NOTE: Setting huge pages in PostgreSQL is controlled by the huge_pages configuration parameter, which accepts three values: off, on, and try (the default). With try, PostgreSQL uses huge pages if available and silently falls back to 4 KB pages otherwise. Use on instead so PostgreSQL fails to start rather than running misconfigured without you noticing. The size of the huge pages themselves is a Linux configuration.

However, setting huge pages is not without tradeoffs. Huge pages are pre-allocated and reserved upfront, meaning that memory is no longer available to the rest of the system even if PostgreSQL isn’t using it all. There is also a memory waste concern: a huge page is allocated as a whole, so if only a fraction of it is used, the rest is wasted. For most production PostgreSQL deployments with large shared_buffers, these tradeoffs are probably worth it, but they are good to know about.

Peter Zijlstra, the Intel kernel engineer who authored the preemption change, proposed a fix: PostgreSQL should adopt Restartable Sequences (rseq), a Linux kernel facility that lets userspace code detect whether it was preempted or migrated during a critical section and restart it if so. PostgreSQL's spinlock paths would use rseq to detect preemption and retry, avoiding the scenario where a preempted lock holder stalls all waiting backends.

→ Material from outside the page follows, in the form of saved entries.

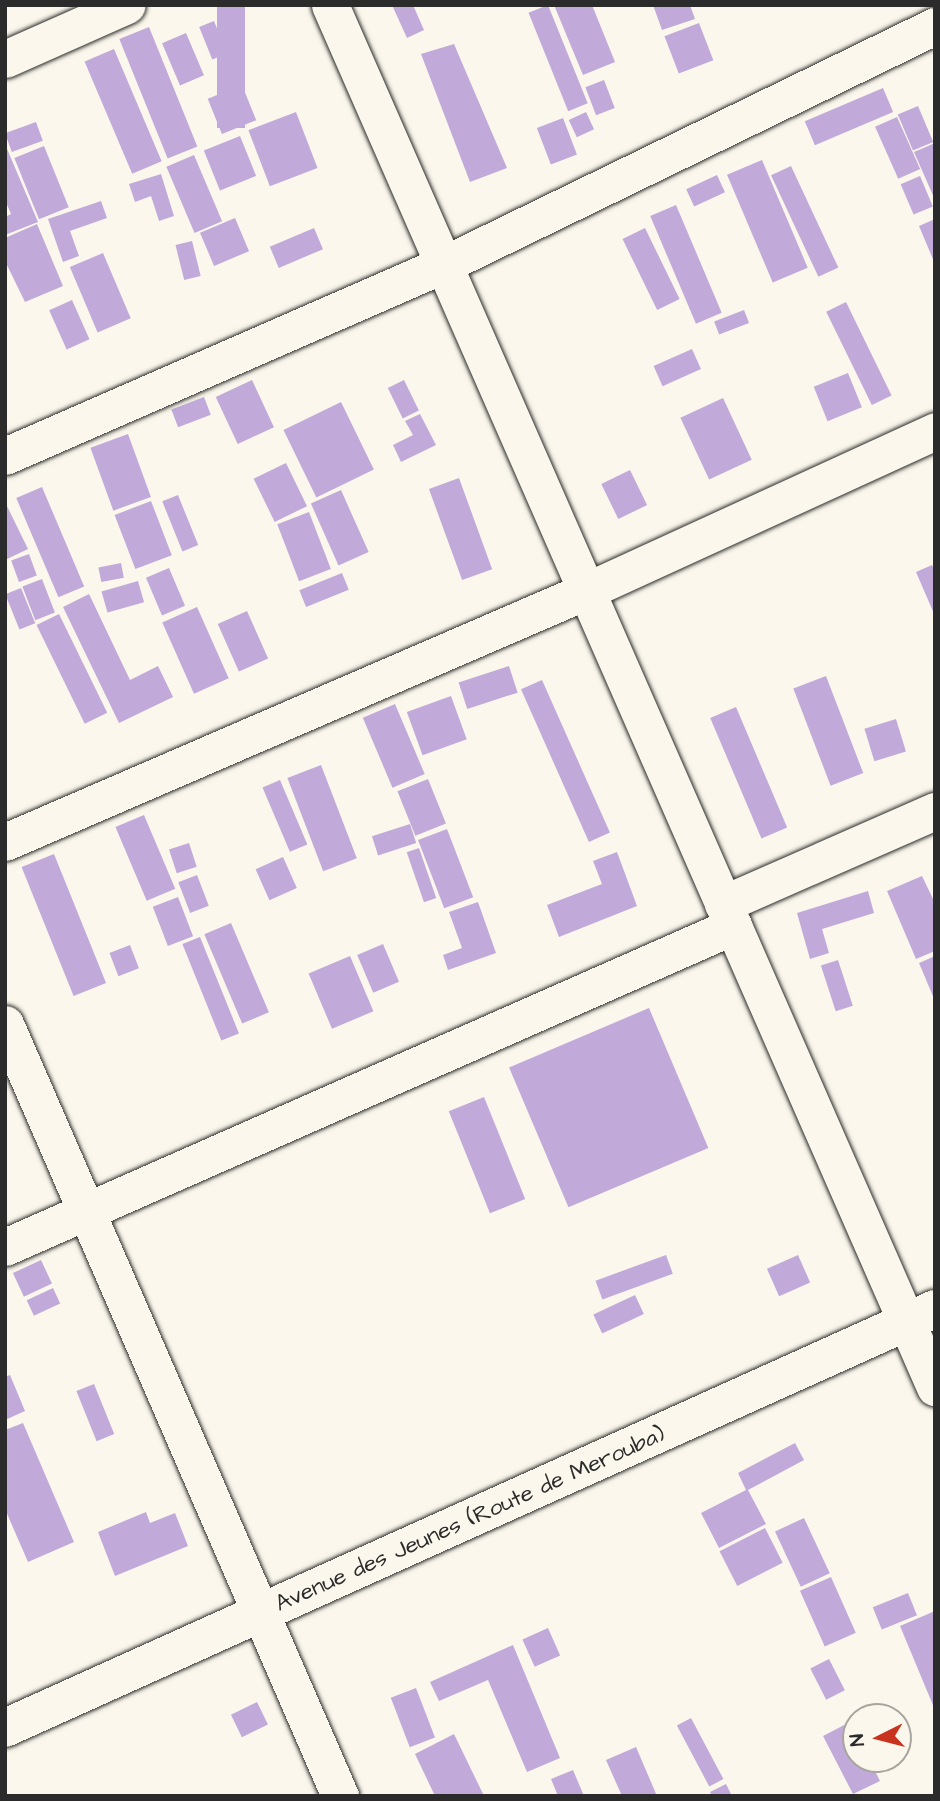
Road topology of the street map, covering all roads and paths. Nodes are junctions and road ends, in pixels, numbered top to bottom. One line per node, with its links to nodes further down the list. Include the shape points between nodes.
1 (127, 5): 4 (street)
2 (330, 5): 5 (street)
3 (935, 26): 5 (street)
4 (5, 59)
5 (443, 265): 7 (street); 8 (street)
6 (935, 431): 8 (street)
7 (5, 456)
8 (586, 591): 10 (street); 11 (street)
9 (935, 811): 11 (street)
10 (5, 842)
11 (728, 915): 13 (street); 15 (street)
12 (5, 1024): 13 (street)
13 (86, 1213): 14 (street); 17 (street)
14 (5, 1247)
15 (920, 1316): 16 (street); 17 (main road, Avenue des Jeunes (Route de Merouba))
16 (935, 1387)
17 (259, 1614): 18 (main road, Avenue des Jeunes (Route de Merouba)); 19 (street)
18 (5, 1728)
19 (340, 1796)

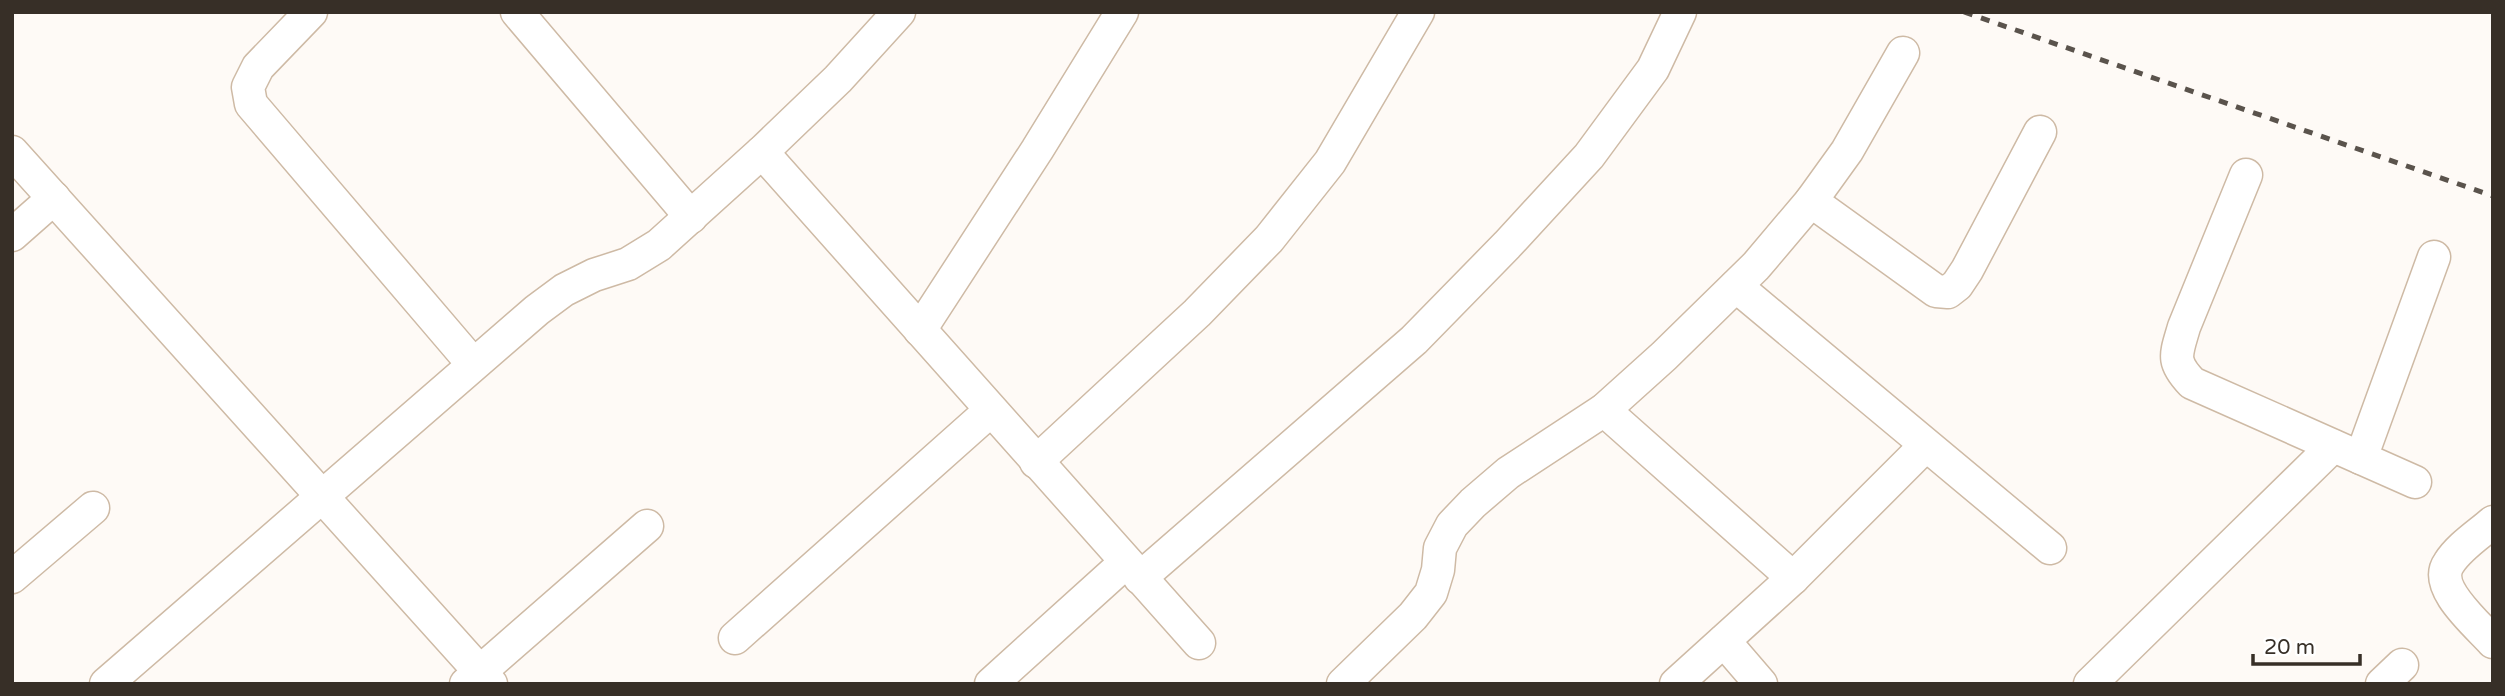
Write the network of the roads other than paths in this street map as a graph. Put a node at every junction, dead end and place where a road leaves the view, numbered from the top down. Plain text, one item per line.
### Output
1 (312, 12) edge
2 (517, 12) edge
3 (899, 12) edge
4 (1122, 12) edge
5 (1418, 12) edge
6 (1680, 12) edge
7 (1903, 52) dead end
8 (2039, 132) dead end
9 (12, 152) edge
10 (762, 152) junction
11 (2246, 175) dead end
12 (54, 198) junction
13 (1811, 201) junction
14 (691, 217) junction
15 (12, 234) edge
16 (2434, 257) dead end
17 (1736, 286) junction
18 (920, 330) junction
19 (474, 364) junction
20 (1604, 410) junction
21 (990, 411) junction
22 (1925, 446) junction
23 (2333, 446) junction
24 (2361, 458) junction
25 (1036, 462) junction
26 (2415, 482) dead end
27 (323, 495) junction
28 (93, 508) dead end
29 (2493, 522) edge
30 (647, 526) dead end
31 (2050, 548) dead end
32 (1133, 570) junction
33 (12, 577) edge
34 (1793, 578) junction
35 (735, 638) dead end
36 (1724, 641) junction
37 (2493, 642) edge
38 (1199, 643) dead end
39 (479, 680) edge
40 (106, 684) edge
41 (991, 684) edge
42 (1343, 684) edge
43 (1676, 684) edge
44 (1761, 684) edge
45 (2090, 684) edge

1 - 19 street
2 - 14 street
3 - 10 street
4 - 18 street
5 - 25 street
6 - 32 street
7 - 13 street
8 - 13 street
9 - 12 street
10 - 14 street
10 - 18 street
11 - 23 street
12 - 15 street
12 - 27 street
13 - 17 street
14 - 19 street
16 - 24 street
17 - 20 street
17 - 22 street
18 - 21 street
19 - 27 street
20 - 34 street
20 - 42 street
21 - 25 street
21 - 35 street
22 - 31 street
22 - 34 street
23 - 24 street
23 - 45 street
24 - 26 street
25 - 32 street
27 - 39 street
27 - 40 street
28 - 33 street
29 - 37 street
30 - 39 street
32 - 38 street
32 - 41 street
34 - 36 street
36 - 43 street
36 - 44 street

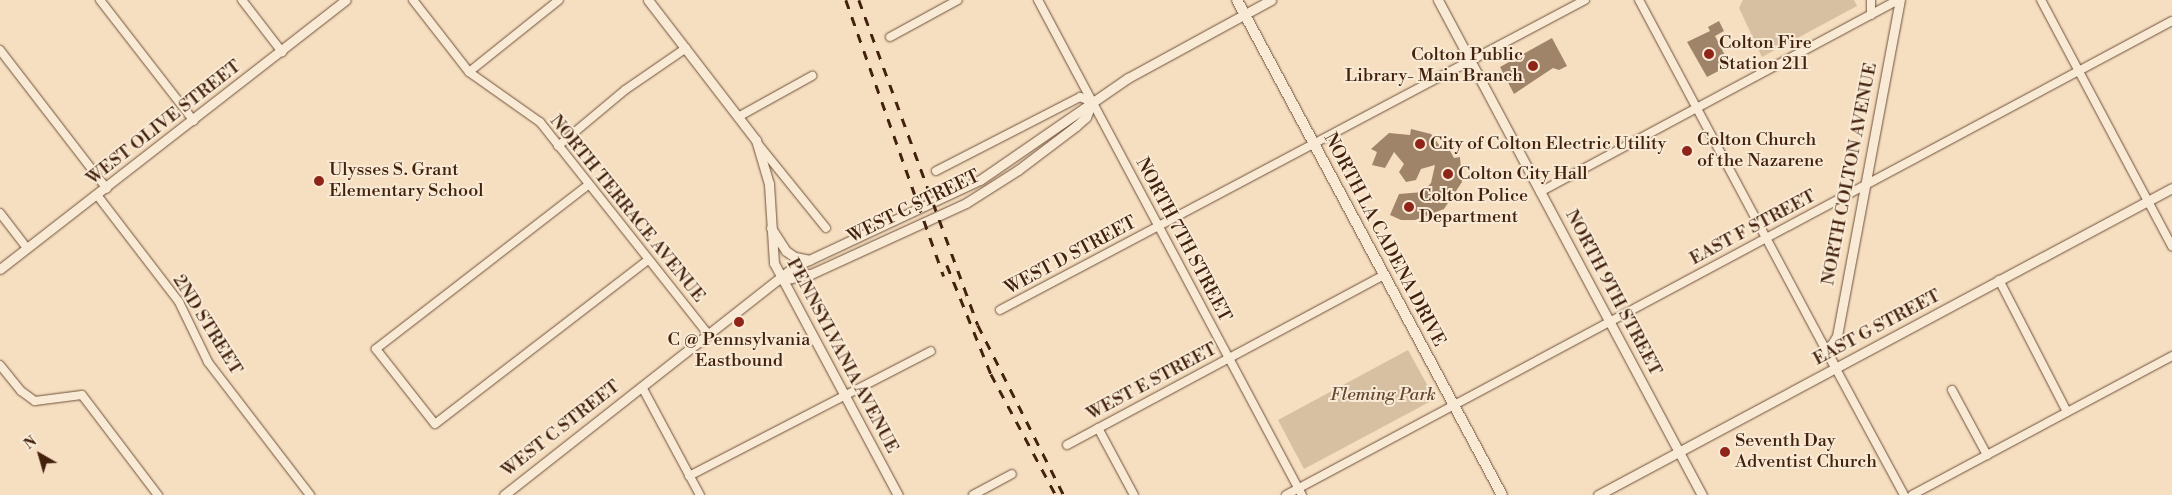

The PostgreSQL community’s response was not enthusiastic. Using a kernel facility specifically to recover performance that PostgreSQL had for free before Linux 7.0 is a tough sell. It also sits uncomfortably next to the kernel’s long-standing principle of not breaking userspace: if software worked correctly before a kernel upgrade, it should work correctly after.

The Coder Cafe: Learn One Concept With Your Coffee.
  • Linux 7.0 removed PREEMPT_NONE on modern CPU architectures, leaving only PREEMPT_FULL and PREEMPT_LAZY. On most distributions, the default shifted to PREEMPT_LAZY.

  • An AWS engineer benchmarked PostgreSQL on a 96-vCPU Graviton4 and found throughput cut in half on Linux 7.0, with 55% of CPU burning inside a single spinlock in StrategyGetBuffer.

  • The root cause is minor page faults occurring while a backend holds the spinlock. With 4 KB memory pages backing a 120 GB shared_buffers, there are up to 31 million potential first-touch faults throughout a benchmark run.

  • Under PREEMPT_NONE, the faulting process resumed quickly and released the lock. Under PREEMPT_LAZY, the scheduler may preempt it mid-fault, extending the hold time and causing every waiting backend to keep spinning.

  • Enabling huge pages (2 MB or 1 GB) reduces the number of potential faults by orders of magnitude and eliminates TLB pressure, making the regression disappear.